■ **PROMPT**
If a line in the listing below includes the string "view", pull it out.

■ **PROVIDED RECORDS**
BEGIN
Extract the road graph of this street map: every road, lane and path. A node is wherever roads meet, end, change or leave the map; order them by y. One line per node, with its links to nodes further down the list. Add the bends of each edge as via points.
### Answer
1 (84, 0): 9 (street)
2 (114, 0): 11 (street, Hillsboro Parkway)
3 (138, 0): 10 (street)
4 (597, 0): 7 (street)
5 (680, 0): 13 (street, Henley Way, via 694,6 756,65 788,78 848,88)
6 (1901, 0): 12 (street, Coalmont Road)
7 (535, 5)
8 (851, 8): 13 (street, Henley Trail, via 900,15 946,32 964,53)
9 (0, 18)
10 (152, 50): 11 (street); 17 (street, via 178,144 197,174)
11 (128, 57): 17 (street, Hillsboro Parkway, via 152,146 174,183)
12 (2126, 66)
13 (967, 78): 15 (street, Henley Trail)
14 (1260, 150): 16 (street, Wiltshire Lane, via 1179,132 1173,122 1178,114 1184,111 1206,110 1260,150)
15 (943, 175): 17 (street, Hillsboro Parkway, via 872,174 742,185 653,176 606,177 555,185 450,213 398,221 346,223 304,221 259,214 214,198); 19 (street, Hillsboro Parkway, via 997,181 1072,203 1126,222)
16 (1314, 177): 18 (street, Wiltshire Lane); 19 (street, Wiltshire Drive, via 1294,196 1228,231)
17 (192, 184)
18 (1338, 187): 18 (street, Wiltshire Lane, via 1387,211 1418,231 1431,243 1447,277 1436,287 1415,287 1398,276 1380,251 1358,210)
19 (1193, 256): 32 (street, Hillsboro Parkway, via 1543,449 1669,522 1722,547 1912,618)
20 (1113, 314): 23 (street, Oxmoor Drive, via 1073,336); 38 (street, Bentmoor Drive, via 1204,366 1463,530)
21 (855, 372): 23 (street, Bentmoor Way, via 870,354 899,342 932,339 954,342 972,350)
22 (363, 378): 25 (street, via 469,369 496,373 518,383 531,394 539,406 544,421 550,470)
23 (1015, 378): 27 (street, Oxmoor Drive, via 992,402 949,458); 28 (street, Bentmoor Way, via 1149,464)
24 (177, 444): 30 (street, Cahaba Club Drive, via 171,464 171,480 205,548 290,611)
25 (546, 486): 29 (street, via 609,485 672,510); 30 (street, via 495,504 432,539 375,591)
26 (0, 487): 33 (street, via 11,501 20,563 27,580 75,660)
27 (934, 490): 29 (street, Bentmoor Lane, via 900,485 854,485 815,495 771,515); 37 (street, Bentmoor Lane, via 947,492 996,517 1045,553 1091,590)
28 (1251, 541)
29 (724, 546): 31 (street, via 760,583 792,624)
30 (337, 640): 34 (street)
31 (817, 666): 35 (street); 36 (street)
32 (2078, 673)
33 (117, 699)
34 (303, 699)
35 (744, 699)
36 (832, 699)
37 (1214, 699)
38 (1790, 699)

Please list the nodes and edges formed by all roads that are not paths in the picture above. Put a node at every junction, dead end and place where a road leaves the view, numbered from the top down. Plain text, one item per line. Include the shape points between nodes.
END
BEGIN
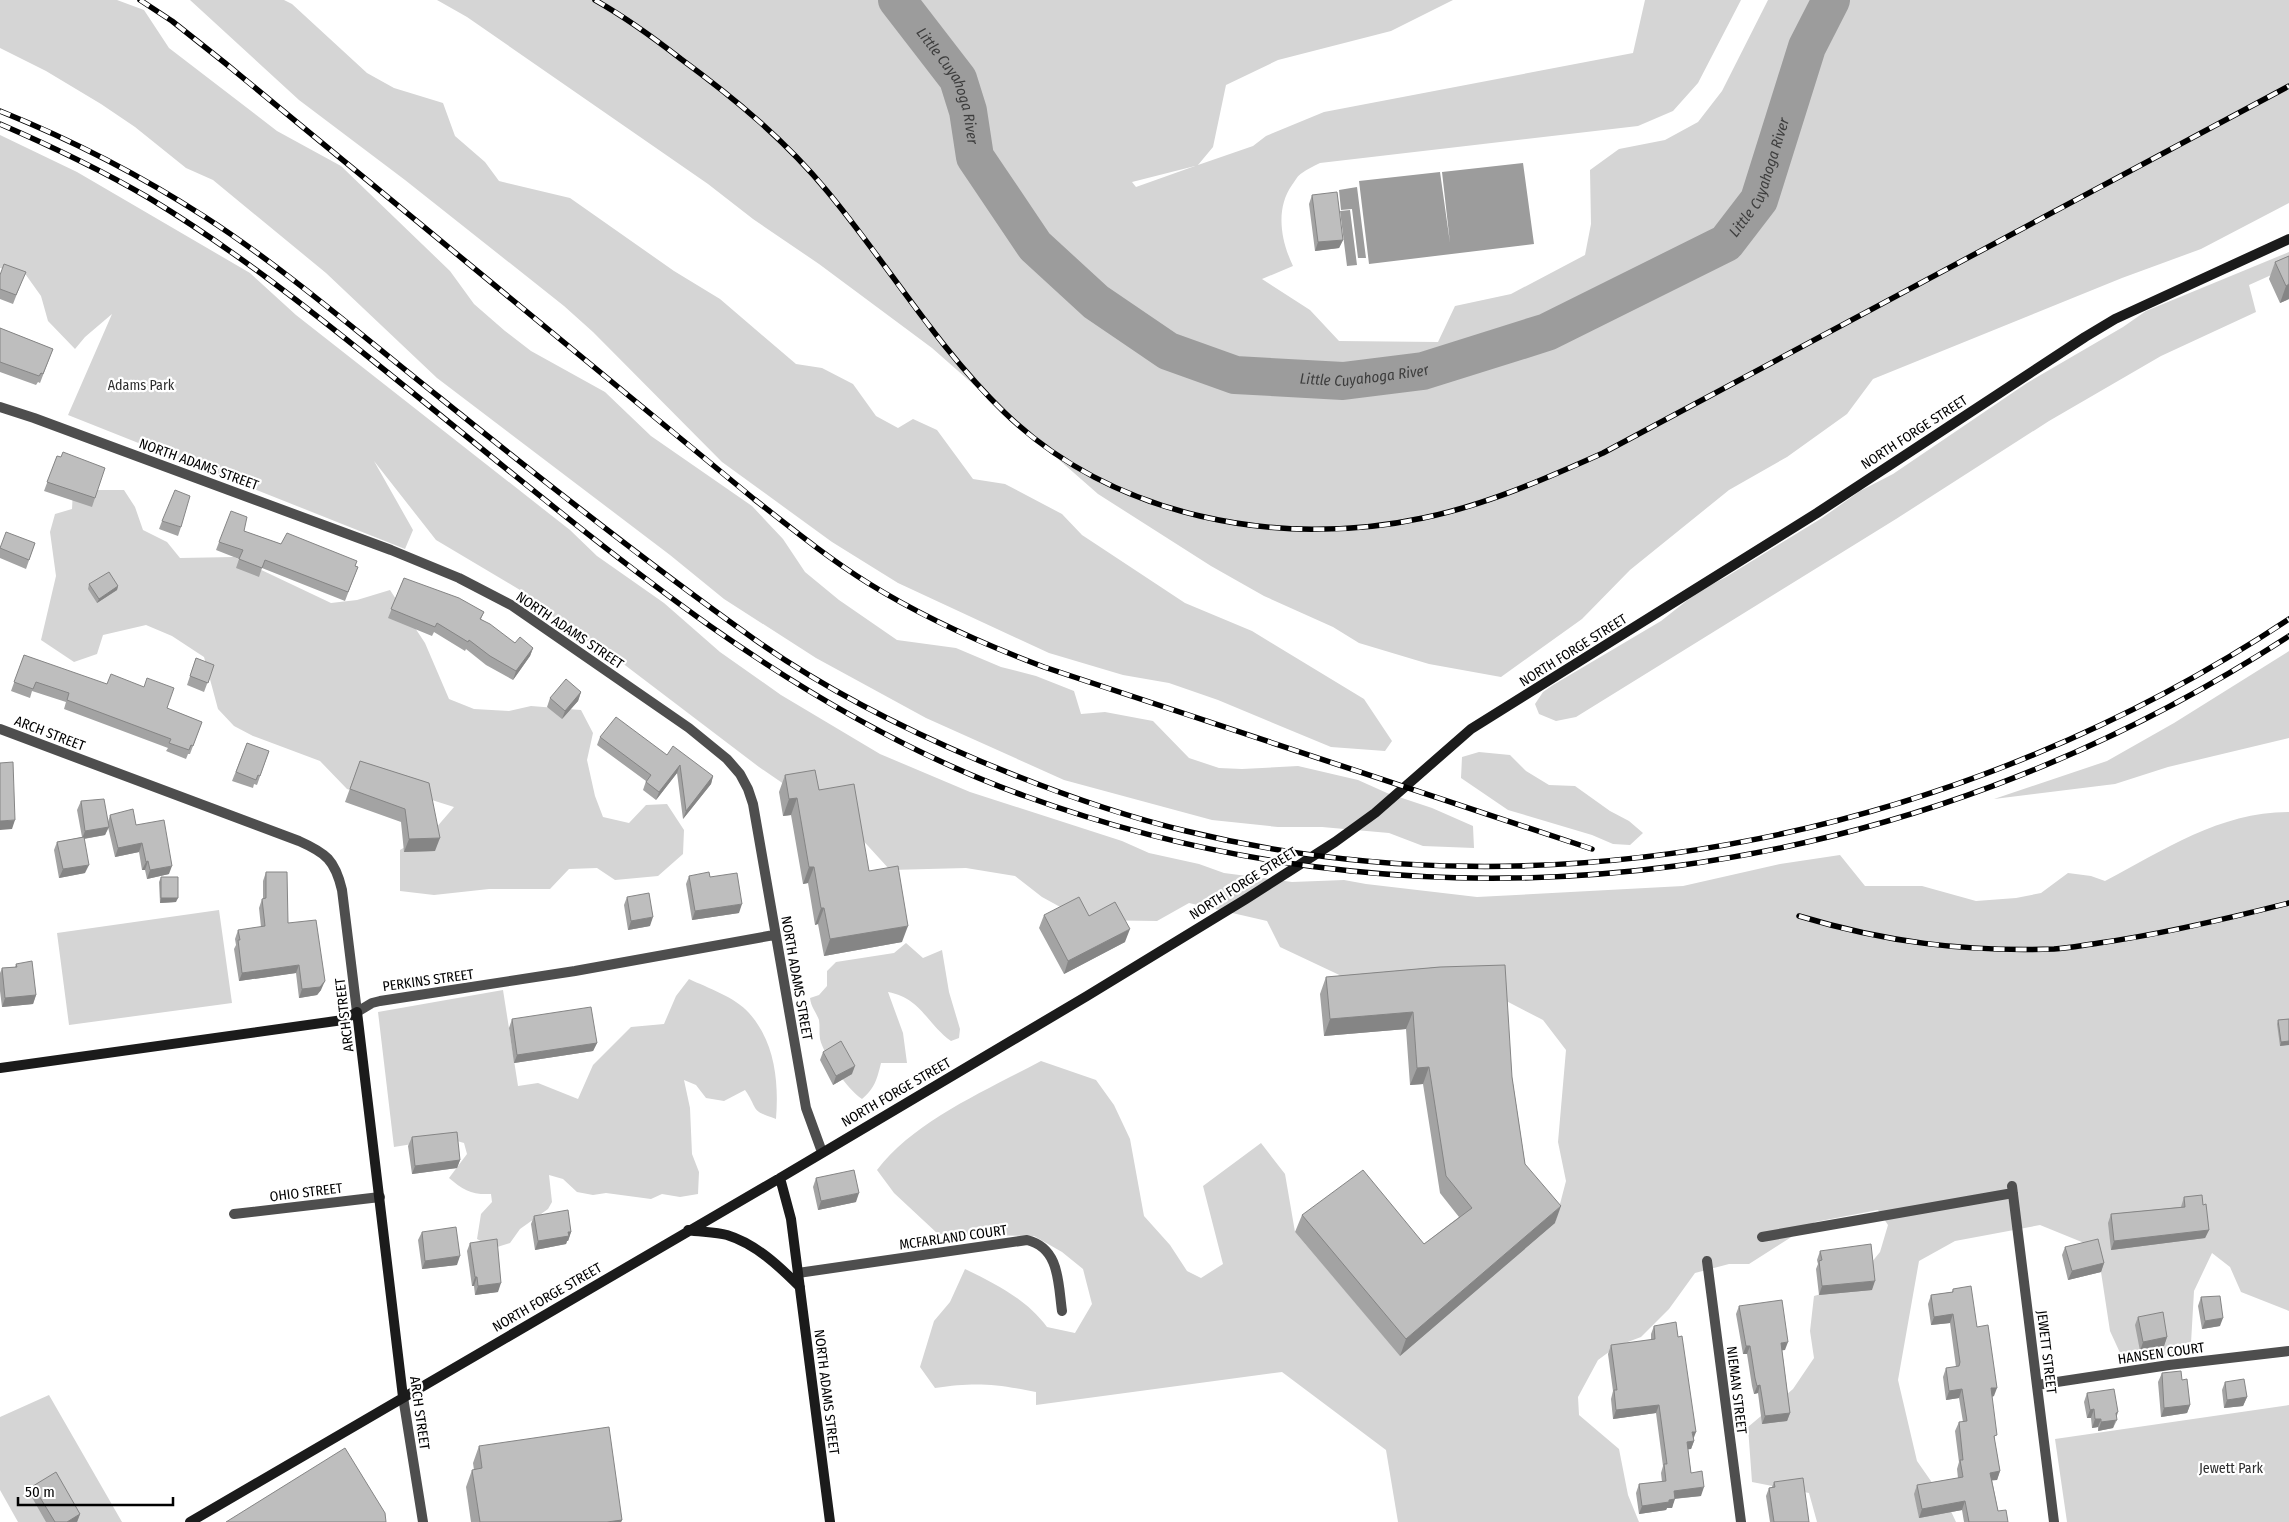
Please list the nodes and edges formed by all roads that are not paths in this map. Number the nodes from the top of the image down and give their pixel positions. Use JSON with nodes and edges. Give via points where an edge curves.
END
BEGIN
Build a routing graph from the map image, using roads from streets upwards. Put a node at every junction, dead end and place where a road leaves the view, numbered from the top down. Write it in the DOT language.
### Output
END
■ **ANSWER TO THIS TASK**
Please list the nodes and edges formed by all roads that are not paths in the picture above. Put a node at every junction, dead end and place where a road leaves the view, numbered from the top down. Plain text, one item per line. Include the shape points between nodes.
Build a routing graph from the map image, using roads from streets upwards. Put a node at every junction, dead end and place where a road leaves the view, numbered from the top down. Write it in the DOT language.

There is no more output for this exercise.